You use checked exceptions (extend Exception) for things that can go wrong regardless of the input the caller of the method passes. For example, network connections; you can make an HTTP GET request by calling client.get("google.com"); and everything goes well, two minutes later you call once again client.get("google.com"); and then you get an exception because of a network error. As you can see, here you called the same method passing the exact same input "google.com", yet you can get an exception at anytime. Therefore, you must force the caller to catch the exception by making it "checked", so that they handle those cases in which a network error occurs.

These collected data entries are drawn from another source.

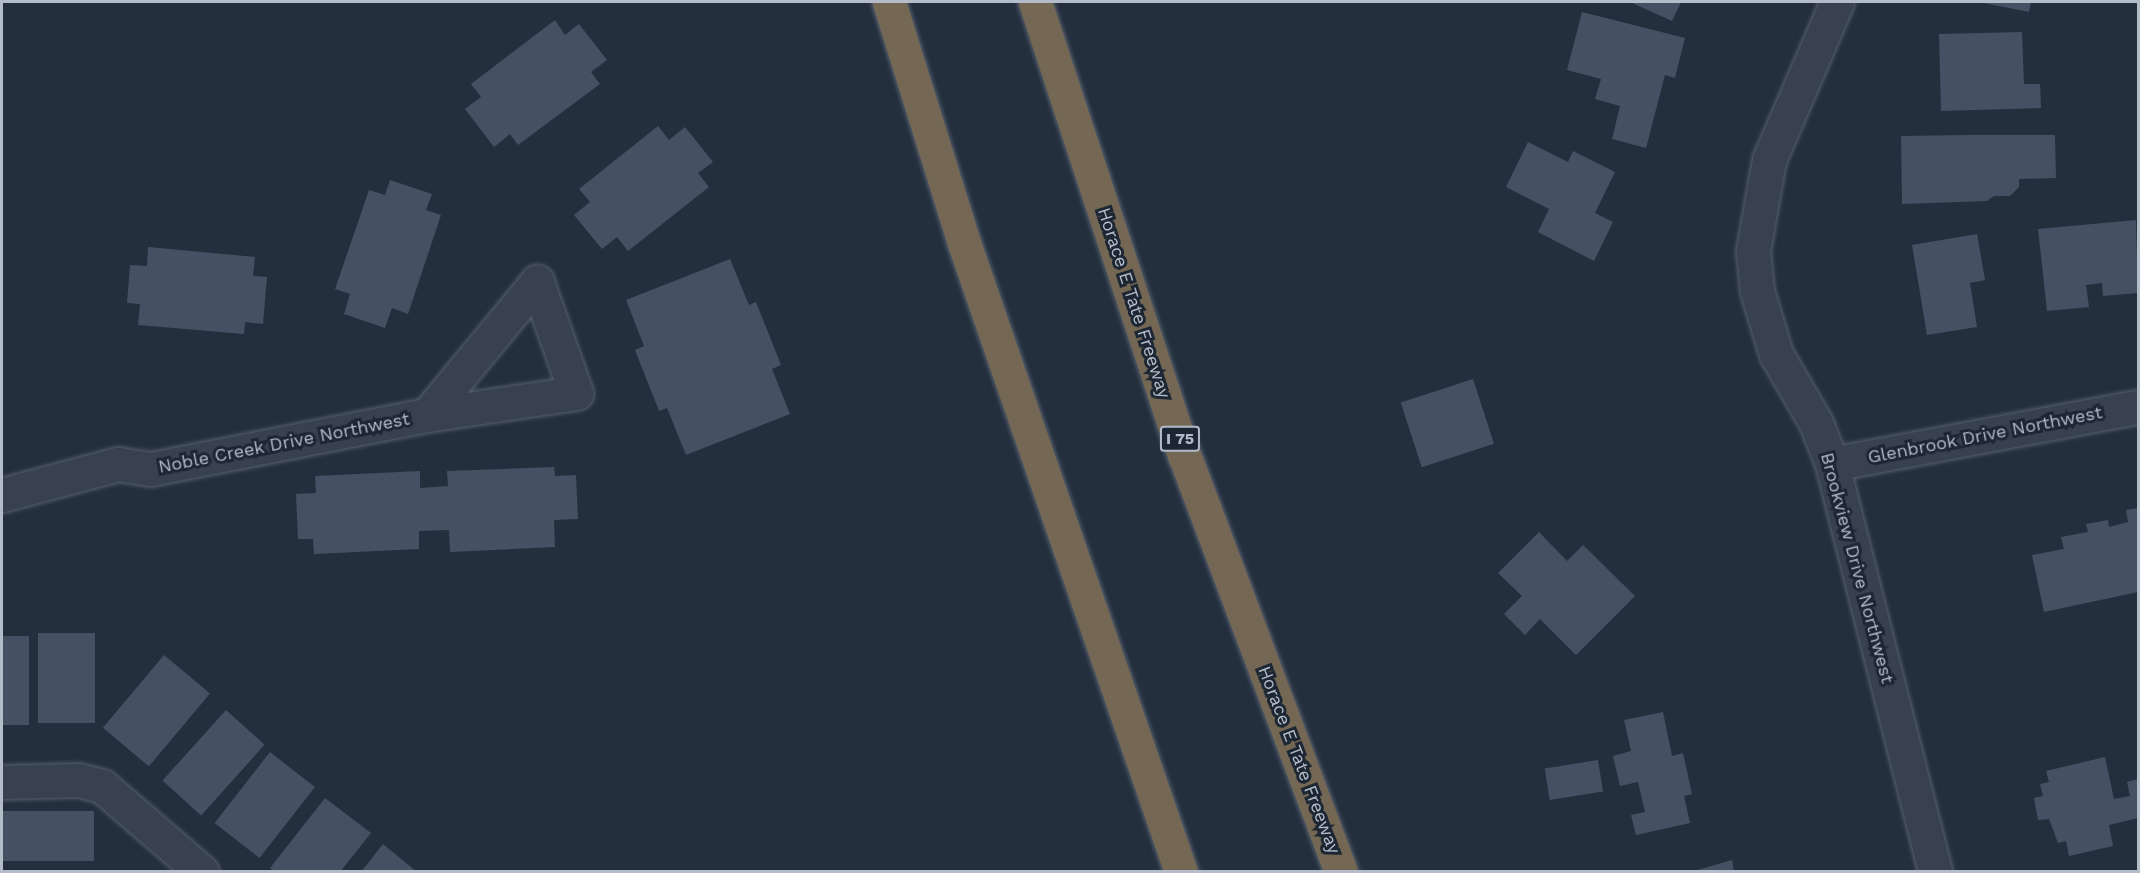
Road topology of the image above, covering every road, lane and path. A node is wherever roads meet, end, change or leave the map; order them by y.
1 (889, 2) edge
2 (1035, 2) edge
3 (1837, 2) edge
4 (2139, 407) edge
5 (427, 415) junction
6 (1832, 464) junction
7 (2, 495) edge
8 (2, 782) edge
9 (202, 872) edge
10 (1181, 872) edge
11 (1341, 872) edge
12 (1935, 872) edge

1 - 10 highway
2 - 11 highway, Horace E Tate Freeway / I 75
3 - 6 street, Brookview Drive Northwest
4 - 6 street, Glenbrook Drive Northwest
5 - 5 street, Noble Creek Drive Northwest
5 - 7 street, Noble Creek Drive Northwest
6 - 12 street, Brookview Drive Northwest
8 - 9 street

You use unchecked exceptions (extend RuntimeException) when the error happens because of some sort of invalid input by the caller of the method. For example, you have the method Integer.parse(String);. The method cannot work properly if you pass a null string here, so you throw an exception if that happens. This case, you should not force the caller to catch it, because the caller is responsible of passing the right input.

OTHER TIPS

Overall: let the them decide, start with a short discussion. Helps people getting to know each-other. I'd avoid checked exceptions: since they need to be explicitly catched, the catch block could become part of the normal program flow. Increases complexity and thus chance of introducing bugs. Also don't use custom exceptions when possible, use existing exceptions like IllegalArgumentException. Avoid NullPointerExceptions by never returning null. Furthermore try to use something like bean-validation. That can save a lot of errors in your code caused by invalid (combinations of) arguments. And last but not least, failing fast is better then making your own faulty retry logic.